Beispiel #1
0
def test_arrow_string_array_functions():
    lst = np.array(['abc', 'de', 'eee', '中文'], dtype=object)
    # leverage string array to get the right answer
    string_array = pd.arrays.StringArray(lst)
    has_na_arrow_array = ArrowStringArray(['abc', None, 'eee', '中文'])
    has_na_string_array = pd.arrays.StringArray(
        np.array(['abc', pd.NA, 'eee', '中文'], dtype=object))

    for pandas_only in [False, True]:
        with option_context({'dataframe.arrow_array.pandas_only':
                             pandas_only}):
            arrow_array = ArrowStringArray(lst)

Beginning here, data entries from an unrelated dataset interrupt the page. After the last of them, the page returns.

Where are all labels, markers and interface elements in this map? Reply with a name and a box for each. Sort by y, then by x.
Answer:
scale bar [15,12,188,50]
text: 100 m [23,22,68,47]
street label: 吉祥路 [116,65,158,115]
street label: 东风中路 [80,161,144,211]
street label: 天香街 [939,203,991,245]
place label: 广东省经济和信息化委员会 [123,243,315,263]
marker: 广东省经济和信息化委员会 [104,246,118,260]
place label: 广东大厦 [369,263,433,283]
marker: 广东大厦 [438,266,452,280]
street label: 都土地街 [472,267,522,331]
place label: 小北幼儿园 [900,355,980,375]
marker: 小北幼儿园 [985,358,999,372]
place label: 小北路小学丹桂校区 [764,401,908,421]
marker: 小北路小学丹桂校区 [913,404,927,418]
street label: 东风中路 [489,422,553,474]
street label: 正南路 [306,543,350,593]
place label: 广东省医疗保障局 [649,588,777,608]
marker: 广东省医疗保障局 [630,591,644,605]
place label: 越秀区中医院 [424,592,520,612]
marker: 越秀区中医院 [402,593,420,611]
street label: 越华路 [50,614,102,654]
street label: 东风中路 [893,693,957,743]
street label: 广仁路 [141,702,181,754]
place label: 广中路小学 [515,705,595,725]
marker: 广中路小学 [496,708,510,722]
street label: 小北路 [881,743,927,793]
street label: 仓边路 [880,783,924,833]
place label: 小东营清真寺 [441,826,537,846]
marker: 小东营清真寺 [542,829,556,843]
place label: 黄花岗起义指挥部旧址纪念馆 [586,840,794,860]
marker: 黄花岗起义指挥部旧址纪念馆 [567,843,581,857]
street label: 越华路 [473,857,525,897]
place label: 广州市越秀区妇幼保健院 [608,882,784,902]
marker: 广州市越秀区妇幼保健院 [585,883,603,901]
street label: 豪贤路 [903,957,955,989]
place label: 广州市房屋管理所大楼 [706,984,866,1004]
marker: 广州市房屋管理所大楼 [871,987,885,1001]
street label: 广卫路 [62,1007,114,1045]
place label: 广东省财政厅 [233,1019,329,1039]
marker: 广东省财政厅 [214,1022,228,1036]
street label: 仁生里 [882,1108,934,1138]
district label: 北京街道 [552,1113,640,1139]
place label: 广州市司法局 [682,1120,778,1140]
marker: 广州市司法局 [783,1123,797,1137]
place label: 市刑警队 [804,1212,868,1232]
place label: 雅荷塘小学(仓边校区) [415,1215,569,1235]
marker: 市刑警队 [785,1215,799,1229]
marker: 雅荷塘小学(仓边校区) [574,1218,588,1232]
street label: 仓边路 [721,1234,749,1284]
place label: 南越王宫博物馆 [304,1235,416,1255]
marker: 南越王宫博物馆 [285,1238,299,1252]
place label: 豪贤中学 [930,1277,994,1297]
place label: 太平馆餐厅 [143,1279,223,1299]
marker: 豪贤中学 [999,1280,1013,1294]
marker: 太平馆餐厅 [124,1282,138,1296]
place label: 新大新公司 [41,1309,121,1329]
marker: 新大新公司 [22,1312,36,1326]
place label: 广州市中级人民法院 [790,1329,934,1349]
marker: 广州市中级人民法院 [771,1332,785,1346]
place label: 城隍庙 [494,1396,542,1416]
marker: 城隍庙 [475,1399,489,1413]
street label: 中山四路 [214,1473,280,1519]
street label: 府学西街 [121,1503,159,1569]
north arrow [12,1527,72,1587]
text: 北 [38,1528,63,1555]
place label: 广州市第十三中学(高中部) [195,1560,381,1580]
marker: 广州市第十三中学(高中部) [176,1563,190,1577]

            # getitem, scalar
            assert arrow_array[1] == string_array[1]
            assert arrow_array[-1] == string_array[-1]
            # getitem, slice
            assert list(arrow_array[:2]) == list(string_array[:2])
            assert list(arrow_array[1:-1]) == list(string_array[1:-1])
            assert list(arrow_array[::2]) == list(string_array[::2])
            # getitem, boolean index
            cond = np.array([len(c) > 2 for c in lst])
            assert list(arrow_array[cond]) == list(string_array[cond])
            # getitem, fancy index
            selection = [3, 1, 2]
            assert list(arrow_array[selection]) == list(
                string_array[selection])
            selection = [3, -1, 2, -4]
            assert list(arrow_array[selection]) == list(
                string_array[selection])
            selection = np.array([3, -1, 2, -4])
            assert list(arrow_array[selection]) == list(
                string_array[selection])

            # setitem
            arrow_array2 = arrow_array.copy()
            string_array2 = string_array.copy()
            arrow_array2[0] = 'ss'
            string_array2[0] = 'ss'
            assert list(arrow_array2) == list(string_array2)
            arrow_array2[1:3] = ['ss1', 'ss2']
            string_array2[1:3] = ['ss1', 'ss2']
            assert list(arrow_array2) == list(string_array2)
            arrow_array2[1:3] = arrow_array2[2:4]
            string_array2[1:3] = string_array2[2:4]
            assert list(arrow_array2) == list(string_array2)
            arrow_array2[2:] = pd.Series(['ss3', 'ss4'])
            string_array2[2:] = pd.Series(['ss3', 'ss4'])
            assert list(arrow_array2) == list(string_array2)
            with pytest.raises(ValueError):
                arrow_array2[0] = ['a', 'b']
            arrow_array2[-1] = None
            string_array2[-1] = None
            assert list(arrow_array2)[:-1] == list(string_array2)[:-1]
            assert pd.isna(list(arrow_array2)[-1]) is True
            with pytest.raises(ValueError):
                arrow_array2[0] = 2
            with pytest.raises(ValueError):
                arrow_array2[:2] = [1, 2]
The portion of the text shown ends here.